18. It was not within the knowledge of the Registrar that there was contention as to whether fees were due as between the advocate and his client for had she known, then the matter would best be handled in a suit. I am curious as to why the applicant has opted to raise that issue at this stage and yet from the evidence on record, there is no objection, no reference to the high court or attempt to do so. Regulation 11 provides that the reference ought to be filed within 14 days from the date of the decision and grants discretion to enlarge time, however it is well over two years from the date of the decision and there is no explanation for the delay. There is also no draft reference annexed to the instant application. In Soundd Entertainment Limited v. Antony Burungu and Co. Advocates [2014] eKLR the court found that 60 days delay was inordinate and in light of the foregoing reasoning I am not persuaded that the applicant is aggrieved with the decision of the taxing master and this buttresses the refusal to grant the orders sought in the application.

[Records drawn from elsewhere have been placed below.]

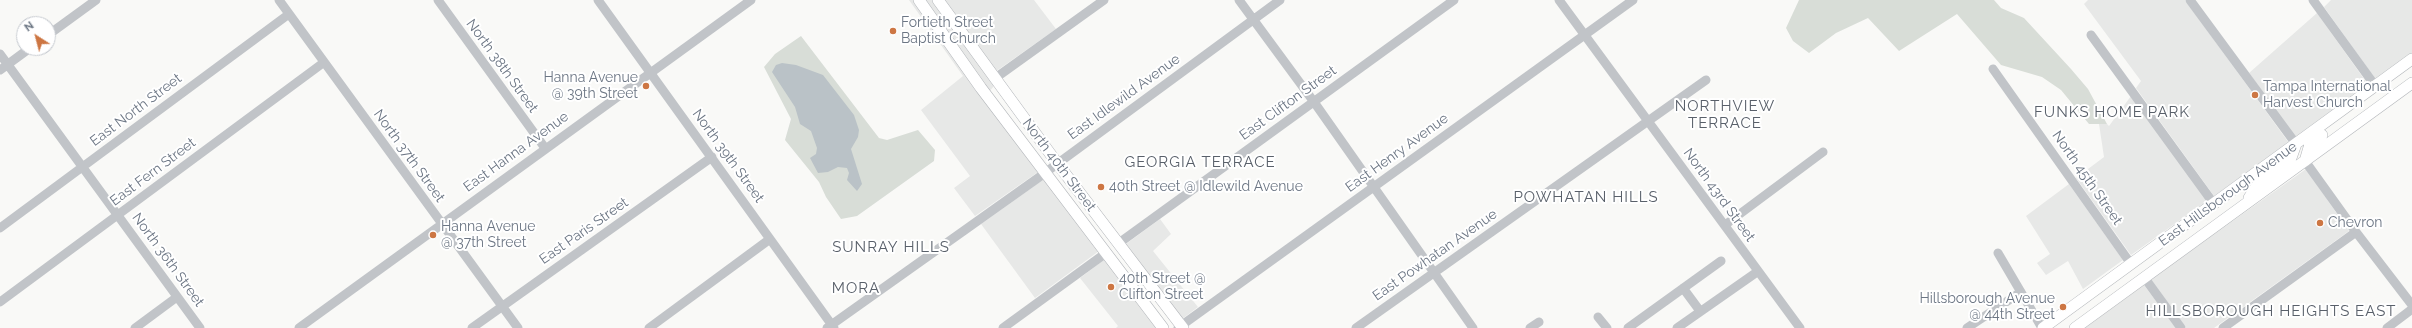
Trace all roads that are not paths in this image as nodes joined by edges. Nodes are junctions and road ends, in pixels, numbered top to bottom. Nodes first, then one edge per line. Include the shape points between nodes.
1 (96, 0) edge
2 (279, 0) edge
3 (438, 0) edge
4 (598, 0) edge
5 (751, 0) edge
6 (919, 0) edge
7 (938, 0) edge
8 (1104, 0) edge
9 (1239, 0) edge
10 (1280, 0) edge
11 (1454, 0) edge
12 (1559, 0) edge
13 (1632, 0) edge
14 (2190, 0) edge
15 (2313, 0) edge
16 (289, 14) junction
17 (1254, 19) junction
18 (56, 29) edge
19 (1584, 35) junction
20 (2091, 35) dead end
21 (0, 54) edge
22 (19, 56) edge
23 (2412, 60) edge
24 (323, 63) junction
25 (4, 67) edge
26 (1993, 70) dead end
27 (650, 72) junction
28 (994, 79) junction
29 (1706, 80) dead end
30 (2412, 83) edge
31 (2376, 87) junction
32 (1314, 102) junction
33 (1647, 122) junction
34 (2296, 144) junction
35 (545, 148) junction
36 (1823, 152) dead end
37 (712, 157) junction
38 (2305, 161) junction
39 (1057, 163) junction
40 (83, 168) junction
41 (1044, 173) junction
42 (1374, 187) junction
43 (2214, 204) junction
44 (2245, 205) junction
45 (118, 216) junction
46 (442, 224) junction
47 (1725, 225) junction
48 (0, 228) edge
49 (2356, 232) junction
50 (770, 239) junction
51 (1119, 243) junction
52 (1106, 253) junction
53 (1998, 253) dead end
54 (1721, 261) dead end
55 (2131, 264) junction
56 (1757, 272) junction
57 (1434, 273) junction
58 (2144, 277) junction
59 (1683, 288) junction
60 (2021, 292) junction
61 (177, 297) junction
62 (0, 302) edge
63 (2412, 305) edge
64 (502, 306) junction
65 (2412, 309) edge
66 (1700, 311) junction
67 (1598, 317) dead end
68 (1539, 322) dead end
69 (831, 327) edge
70 (1181, 327) edge
71 (135, 328) edge
72 (200, 328) edge
73 (299, 328) edge
74 (472, 328) edge
75 (518, 328) edge
76 (649, 328) edge
77 (1003, 328) edge
78 (1163, 328) edge
79 (1356, 328) edge
80 (1472, 328) edge
81 (1530, 328) edge
82 (1607, 328) edge
83 (1628, 328) edge
84 (1677, 328) edge
85 (1800, 328) edge
86 (1967, 328) edge
87 (2042, 328) edge
88 (2075, 328) edge
89 (2181, 328) edge
90 (2223, 328) edge
91 (2386, 328) edge

1 - 18 street
2 - 16 street, North 37th Street
3 - 35 street, North 38th Street
4 - 27 street, North 39th Street
5 - 27 street, East Hanna Avenue
6 - 41 main road, North 40th Street
7 - 28 main road, North 40th Street
8 - 28 street
9 - 17 street
10 - 17 street, East Idlewild Avenue
11 - 32 street, East Clifton Street
12 - 19 street, North 43rd Street
13 - 19 street, East Henry Avenue
14 - 34 street
15 - 31 street
16 - 24 street, North 37th Street
16 - 40 street, East North Street
17 - 32 street
17 - 39 street, East Idlewild Avenue
19 - 33 street, North 43rd Street
19 - 42 street, East Henry Avenue
20 - 43 street
21 - 25 street, North 36th Street
22 - 25 street
23 - 31 main road, East Hillsborough Avenue
24 - 45 street, East Fern Street
24 - 46 street, North 37th Street
25 - 40 street, North 36th Street
26 - 55 street, North 45th Street
27 - 35 street, East Hanna Avenue
27 - 37 street, North 39th Street
28 - 39 main road, North 40th Street
29 - 33 street, East Powhatan Avenue
30 - 38 main road, East Hillsborough Avenue
31 - 34 main road, East Hillsborough Avenue
31 - 38 main road via 2361,106 2310,144
32 - 42 street
32 - 51 street, East Clifton Street
33 - 47 street, North 43rd Street
33 - 57 street, East Powhatan Avenue
34 - 43 main road, East Hillsborough Avenue
34 - 44 main road via 2291,158 2258,184
35 - 46 street, East Hanna Avenue
36 - 47 street
37 - 50 street, North 39th Street
37 - 64 street, East Paris Street
38 - 44 main road, East Hillsborough Avenue
38 - 49 street
39 - 41 street, East Idlewild Avenue
39 - 51 main road, North 40th Street
40 - 45 street, North 36th Street
40 - 48 street, East North Street
41 - 52 main road, North 40th Street
41 - 69 street, East Idlewild Avenue
42 - 57 street
42 - 70 street, East Henry Avenue
43 - 55 main road, East Hillsborough Avenue
44 - 58 main road, East Hillsborough Avenue
45 - 61 street, North 36th Street
45 - 62 street, East Fern Street
46 - 64 street, North 37th Street
46 - 73 street, East Hanna Avenue
47 - 56 street, North 43rd Street
49 - 63 street
49 - 90 street
50 - 69 street, North 39th Street
50 - 76 street
51 - 70 main road, North 40th Street
52 - 77 street
52 - 78 main road, North 40th Street
53 - 60 street
54 - 59 street
55 - 87 main road, East Hillsborough Avenue
56 - 66 street
56 - 85 street, North 43rd Street
57 - 79 street, East Powhatan Avenue
57 - 80 street
58 - 88 main road, East Hillsborough Avenue
58 - 89 street
59 - 66 street
59 - 83 street
60 - 86 street
60 - 87 street
61 - 71 street
61 - 72 street, North 36th Street
64 - 74 street, East Paris Street
64 - 75 street, North 37th Street
65 - 91 street
66 - 84 street
67 - 82 street
68 - 81 street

19. In the final result I find that the application just like the one addressed vide ruling delivered on 22. 5.2019 has been brought under the wrong provisions of Section 48 of the Advocates Act and the Civil Procedure Rules and that the same has not passed muster so as to warrant the orders being sought herein.
20. The upshot is that in view of what I have outlined above, I do hereby partially uphold the Preliminary Objection raised by counsel for the Respondent, and find that the application dated 20th May, 2019 lacks merit. The same is dismissed with costs.
It is so ordered.
Dated and delivered at Machakos this 16th day of September, 2019.